How prepared are you for your future and the future of your loved ones – truly prepared, a little prepared, or not so much? Believe it or not, most people are not. Many people believe they don’t really need to get their estate plan in order. Some feel as long as they have just a Will, they are protecting their assets and their family’s future. However, true protection goes further than a simple Will.

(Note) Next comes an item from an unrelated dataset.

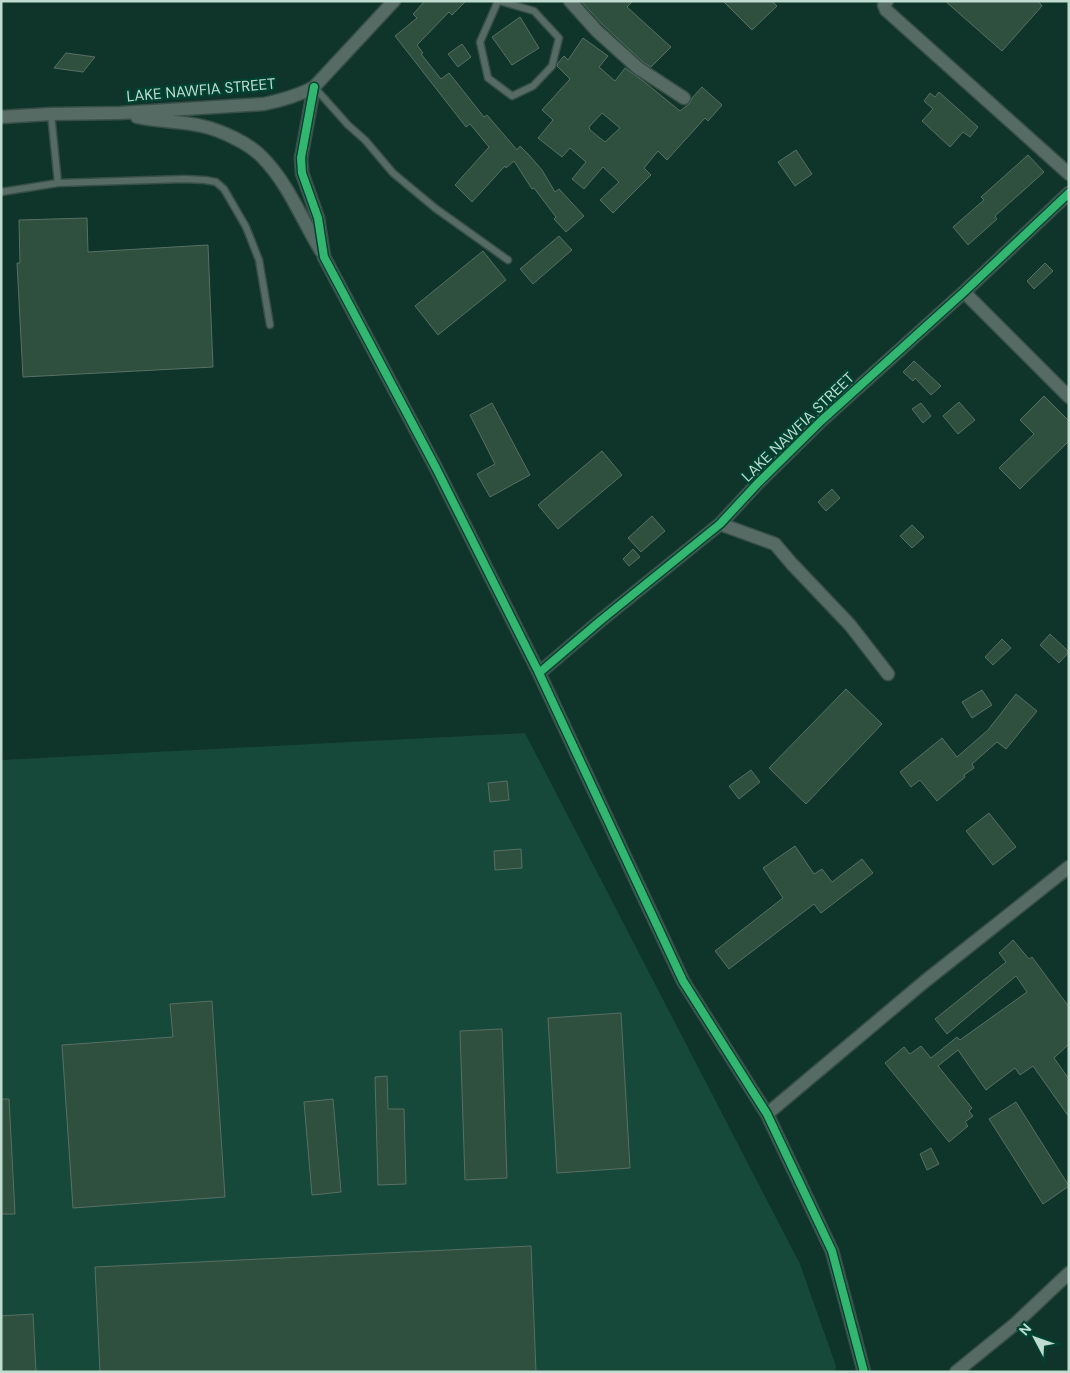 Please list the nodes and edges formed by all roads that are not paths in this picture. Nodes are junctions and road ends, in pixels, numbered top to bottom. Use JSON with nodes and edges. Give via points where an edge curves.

Yes, it is very wise for any adult with any valuable assets to have a well-drafted will. However, true protection goes a lot further. The complete estate plan includes a valid Will, the Trust, the Power of Attorney, the Healthcare Directive, and the Assignment of Assets document.
The Trust.
When planning for your estate in California, if you have assets, your first document should be the Trust. You cannot overlook the importance of setting up a Trust. If you reside in the state of California, there is no excuse not to have one. While your taxes may not be eliminated, they may be reduced. And with a valid and fully-funded Trust, you can potentially avoid probate and the extra expense and time that goes along with administering the estate through probate. Trusts can give you greater control over your estate, how it is divided, and how and when assets are distributed. Then there is the matter of privacy. Unlike probate, trusts are not a matter of public record. There are various ways to set up a trust so that it specifically suits your needs now and after you have passed. You can even set up special trusts for the care and maintenance of disabled relatives, pets, and other loved ones.
The Will.
When a Trust is part of the entire estate plan, we call the Will a Pour-over will, because it catches anything accidentally not included in the Trust. At a bare minimum, your estate plan should include a Will. However, as earlier mentioned, if you have valuable assets, consider having a trust prepared. It is important to know that if you have a Will but no Trust, your estate will go through Probate.
The Power of Attorney.
Let’s not forget about the all-important Power of Attorney. Suppose you become terminally ill and/or incapacitated to the degree you cannot manage your affairs, who will look out for your financial interests? Who will pay your bills? Who will watch over your investments? Who will make bank deposits or withdrawals for you? Who will handle issues regarding insurance and government benefits? Without proper agency documents, such as the Power of Attorney, your family members may wind up in a nasty and protracted court battle to determine who will handle these things on your behalf. If you are not bothered by your family “duking it out” on your behalf, then ignore my warning. If you care, make sure your desires are clearly, explicitly, and expressly understood.
The Healthcare Directive.
Then there is the all-important issue of the Healthcare Directive. This document informs your family and any medical professionals who might be attending to your needs, of your wishes when it comes to your healthcare. It also enables you to name a person called, the Agent or the Attorney-in-Fact to make your healthcare decisions for you, based on your desires. How many times do people become very ill and their family is left thinking, or fighting over, what medical procedures or lack thereof should be performed? Unfortunately, this happens all too often. The Healthcare Directive allows you to choose a primary physician, where and if you will be buried, and a number of other items.
Even if you have been proactive in regards to your estate planning and have all of your documents in order, it is extremely important to know exactly what is in those documents and know exactly what you are agreeing to before signing on the dotted line. I can’t stress this point enough! Proper planning and precise legal documentation are the keys to protecting yourself, your estate, and your family.